Clarissa was in a rush and had only a moment to talk on the phone. ‘Another party? We missed the last one. I’ll check with Robin but the date sounds okay. Is it bring a bottle?’

‘Bring whatever you like. I was wondering if your aunt would like an invitation.’

‘Millie? Good Lord, one doesn’t think of the aged as suitable invitees. It’s up to you. I dashed in there yesterday – the whole caboodle’s as ghastly as ever, but she’s on good form. Your friend the Professor is no more, of course.’

‘The Professor?’ Hetty went cold.

‘Died. Buried yesterday morning, in fact – he was Jewish, or his family were, and they can’t hang about, have to do it within twenty-four hours. He’d had a stroke.’

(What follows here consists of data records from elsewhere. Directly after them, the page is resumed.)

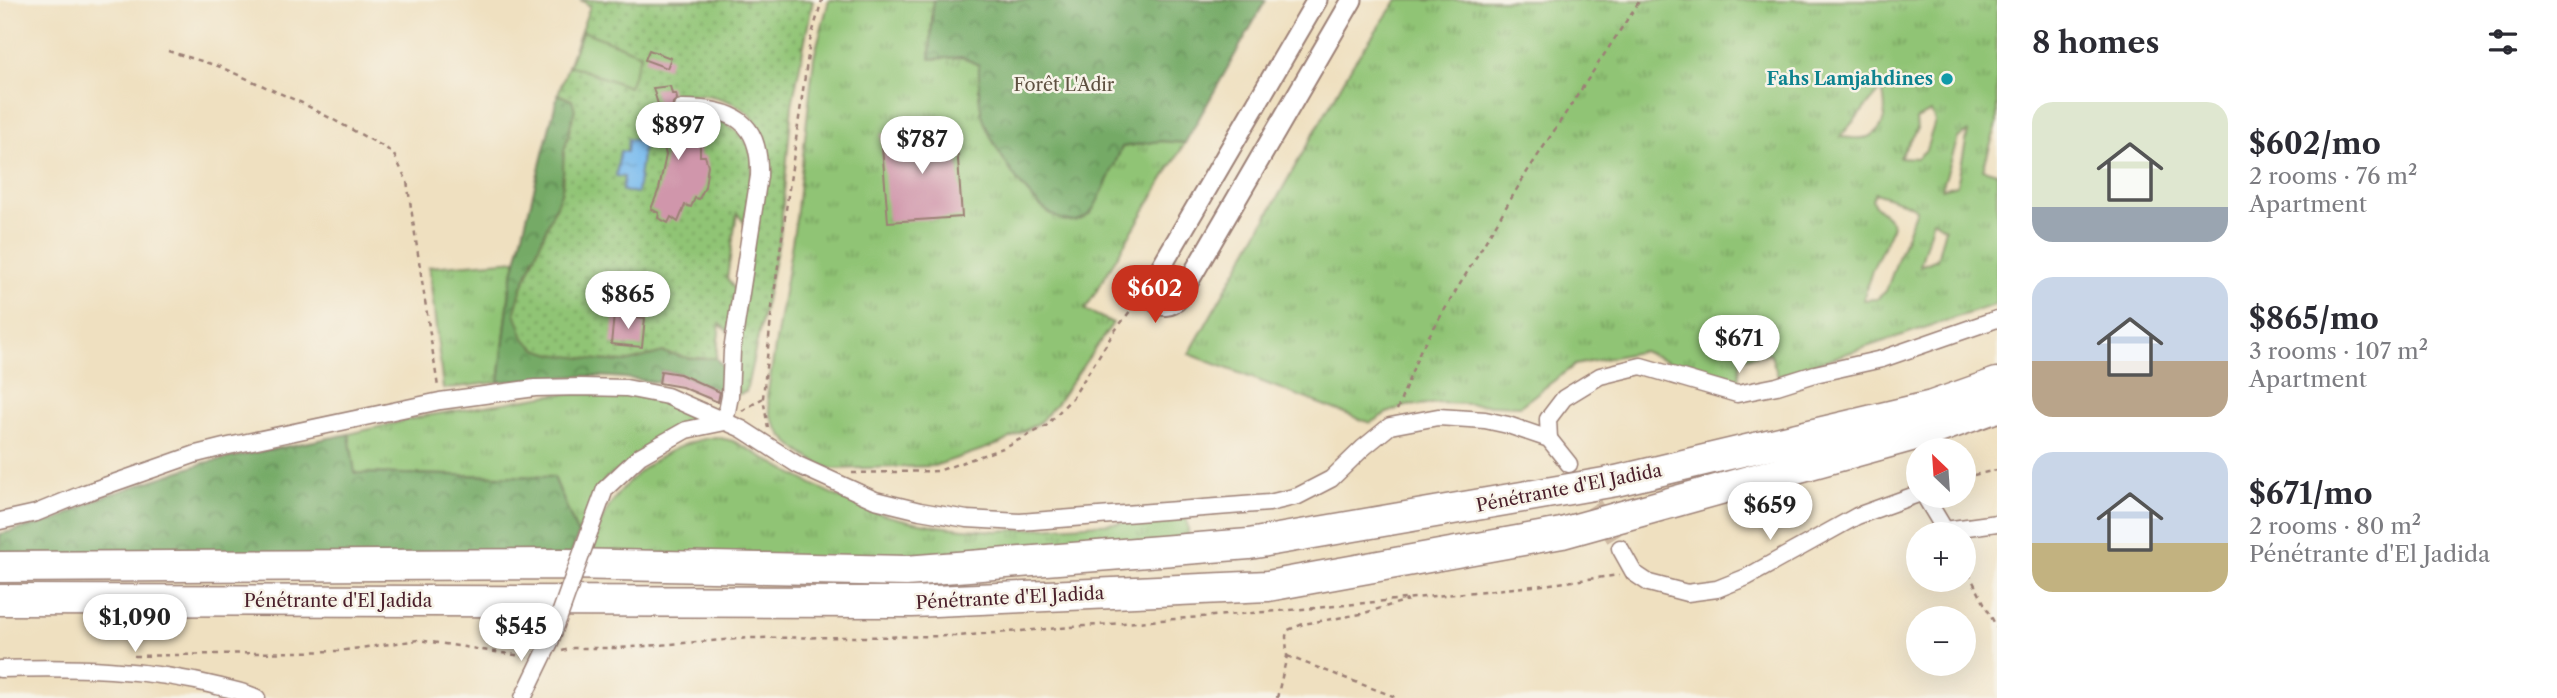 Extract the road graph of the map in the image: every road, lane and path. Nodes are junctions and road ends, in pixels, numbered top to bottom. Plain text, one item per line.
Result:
1 (822, 0) edge
2 (1317, 0) edge
3 (1352, 0) edge
4 (1640, 0) edge
5 (168, 51) dead end
6 (682, 108) dead end
7 (1150, 286) junction
8 (1997, 319) edge
9 (1997, 383) edge
10 (440, 401) junction
11 (1997, 407) edge
12 (725, 422) junction
13 (1391, 426) junction
14 (1549, 439) junction
15 (772, 448) junction
16 (1569, 464) dead end
17 (1997, 470) edge
18 (1976, 474) edge
19 (823, 475) junction
20 (1906, 498) edge
21 (1932, 508) edge
22 (0, 521) edge
23 (1997, 523) edge
24 (1620, 548) tunnel mouth
25 (0, 567) edge
26 (1634, 573) junction
27 (1976, 587) edge
28 (1415, 598) junction
29 (0, 600) edge
30 (1997, 628) edge
31 (548, 649) junction
32 (128, 656) dead end
33 (1287, 656) junction
34 (0, 668) edge
35 (257, 698) edge
36 (523, 698) edge
37 (1277, 698) edge
38 (1398, 698) edge

1 - 15 path
2 - 7 street
3 - 7 street
4 - 13 path
5 - 10 path
6 - 12 street
7 - 19 path
8 - 14 street
9 - 25 highway, Pénétrante d'El Jadida
10 - 12 street
10 - 22 street
11 - 29 highway, Pénétrante d'El Jadida
12 - 15 street
12 - 31 street, bridge
13 - 14 street
13 - 19 street
14 - 16 street
15 - 19 street
17 - 18 path
20 - 26 street
21 - 23 street
24 - 26 street
26 - 28 path
27 - 30 path
28 - 31 path
28 - 33 path
31 - 32 path
31 - 36 street
33 - 37 path
33 - 38 path
34 - 35 street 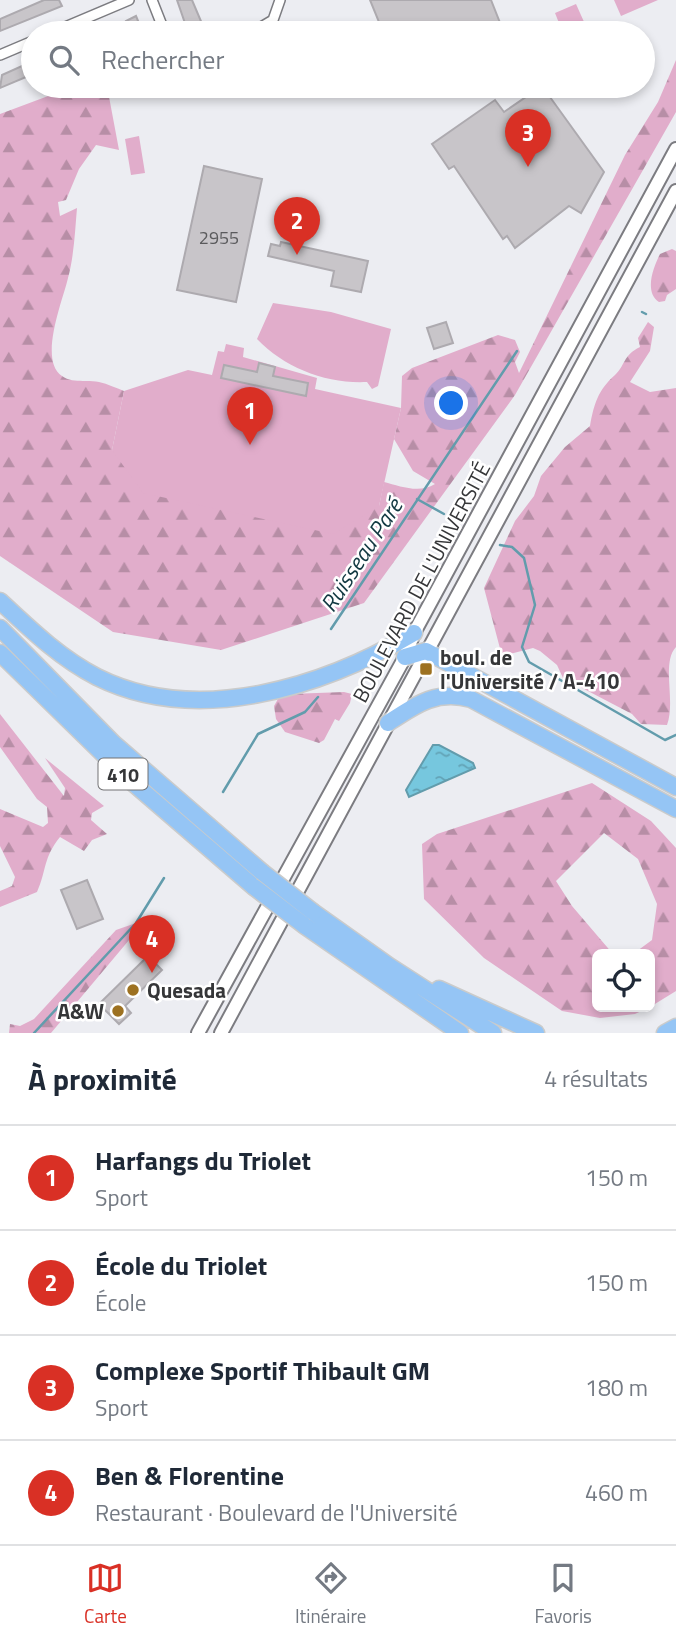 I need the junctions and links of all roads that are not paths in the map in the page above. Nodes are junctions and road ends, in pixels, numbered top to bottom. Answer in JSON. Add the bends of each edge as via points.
{"nodes":[{"id":1,"x":129,"y":0,"type":"edge"},
{"id":2,"x":152,"y":0,"type":"edge"},
{"id":3,"x":280,"y":0,"type":"edge"},
{"id":4,"x":79,"y":21,"type":"edge"},
{"id":5,"x":160,"y":21,"type":"edge"},
{"id":6,"x":271,"y":21,"type":"edge"},
{"id":7,"x":21,"y":46,"type":"edge"},
{"id":8,"x":0,"y":55,"type":"edge"},
{"id":9,"x":676,"y":149,"type":"edge"},
{"id":10,"x":676,"y":191,"type":"edge"},
{"id":11,"x":0,"y":601,"type":"edge"},
{"id":12,"x":0,"y":628,"type":"edge"},
{"id":13,"x":414,"y":633,"type":"junction"},
{"id":14,"x":426,"y":651,"type":"junction"},
{"id":15,"x":0,"y":653,"type":"edge"},
{"id":16,"x":405,"y":657,"type":"junction"},
{"id":17,"x":387,"y":723,"type":"junction"},
{"id":18,"x":676,"y":788,"type":"edge"},
{"id":19,"x":676,"y":810,"type":"edge"},
{"id":20,"x":258,"y":879,"type":"junction"},
{"id":21,"x":389,"y":966,"type":"junction"},
{"id":22,"x":384,"y":983,"type":"junction"},
{"id":23,"x":676,"y":1027,"type":"edge"},
{"id":24,"x":198,"y":1033,"type":"edge"},
{"id":25,"x":221,"y":1033,"type":"edge"},
{"id":26,"x":442,"y":1033,"type":"edge"},
{"id":27,"x":460,"y":1033,"type":"edge"},
{"id":28,"x":493,"y":1033,"type":"edge"},
{"id":29,"x":536,"y":1033,"type":"edge"},
{"id":30,"x":665,"y":1033,"type":"edge"}],
"edges":[{"from":1,"to":4,"type":"street"},
{"from":2,"to":5,"type":"street"},
{"from":3,"to":6,"type":"street"},
{"from":7,"to":8,"type":"street"},
{"from":9,"to":13,"type":"main road","name":"BOULEVARD DE L'UNIVERSITÉ"},
{"from":10,"to":14,"type":"main road","name":"BOULEVARD DE L'UNIVERSITÉ"},
{"from":11,"to":13,"type":"highway","via":[[55,650],[96,676],[139,692],[185,699],[236,697],[290,685],[360,661]]},
{"from":12,"to":20,"type":"highway","number":"410"},
{"from":13,"to":16,"type":"main road","name":"BOULEVARD DE L'UNIVERSITÉ"},
{"from":14,"to":16,"type":"highway"},
{"from":14,"to":17,"type":"main road","name":"BOULEVARD DE L'UNIVERSITÉ"},
{"from":14,"to":18,"type":"highway"},
{"from":15,"to":20,"type":"highway","number":"410","via":[[126,778]]},
{"from":16,"to":24,"type":"main road","name":"BOULEVARD DE L'UNIVERSITÉ"},
{"from":17,"to":19,"type":"highway","via":[[428,699],[448,695],[471,699]]},
{"from":17,"to":25,"type":"main road","name":"BOULEVARD DE L'UNIVERSITÉ"},
{"from":20,"to":21,"type":"highway","number":"410","bridge":true},
{"from":20,"to":22,"type":"highway","number":"410","bridge":true,"via":[[305,926]]},
{"from":21,"to":28,"type":"highway","number":"410"},
{"from":21,"to":29,"type":"highway"},
{"from":22,"to":26,"type":"highway"},
{"from":22,"to":27,"type":"highway"},
{"from":23,"to":30,"type":"highway"}]}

‘Yes, I knew about the stroke.’ Hetty’s voice dropped till Clarissa told her to speak up. ‘I saw him about a week ago. He was a bit poorly, I had meant to pop in again.’

‘No need now,’ said Clarissa airily. ‘But rumour has it he’s left you something in his will. His family mentioned it to the matron. He’d taken quite a shine to you, Hetty.’

‘I loved him,’ said Hetty softly. ‘I never told him, but I’m sure he was aware.’

‘Loved him? Surely not. He was
old
, Hetty.’

‘He was wise, and kind, and funny, and …’ She wanted to add
sexy
, but stopped.

‘Ugh!’ said Clarissa. ‘I can’t bear it. Those scrawny bodies. The mad eyes. I’ve told Robin, the moment I start to disintegrate, he’s to take his shotgun and bump me off.’

‘I was going to invite him,’ Hetty continued wistfully, ‘to the party. It’s a kind of celebration of my freedom, and he was part of that. We’d have got him here somehow, even if I’d had to push the wheelchair myself.’

‘You’re a basket-case. Let me know about the will, won’t you? I’m dying of curiosity,’ said Clarissa. ‘’Bye.’ The handset clicked.

Slowly Hetty put the phone down. Where had she been yesterday? At the studio, but it would not have been impossible to take the morning off for the funeral, had anybody bothered to tell her. She felt an agonising choke of remorse. If she had been a daily visitor or had checked more regularly on his welfare, staff would have informed her in time. It had not happened, and was probably nobody’s fault. As she was not family, and had never met them, the relatives had not thought to include her. Since she had felt faintly embarrassed in retrospect about the dance in the dark, and worried that he might ask for a repeat performance, she had put off calling. And now it was too late.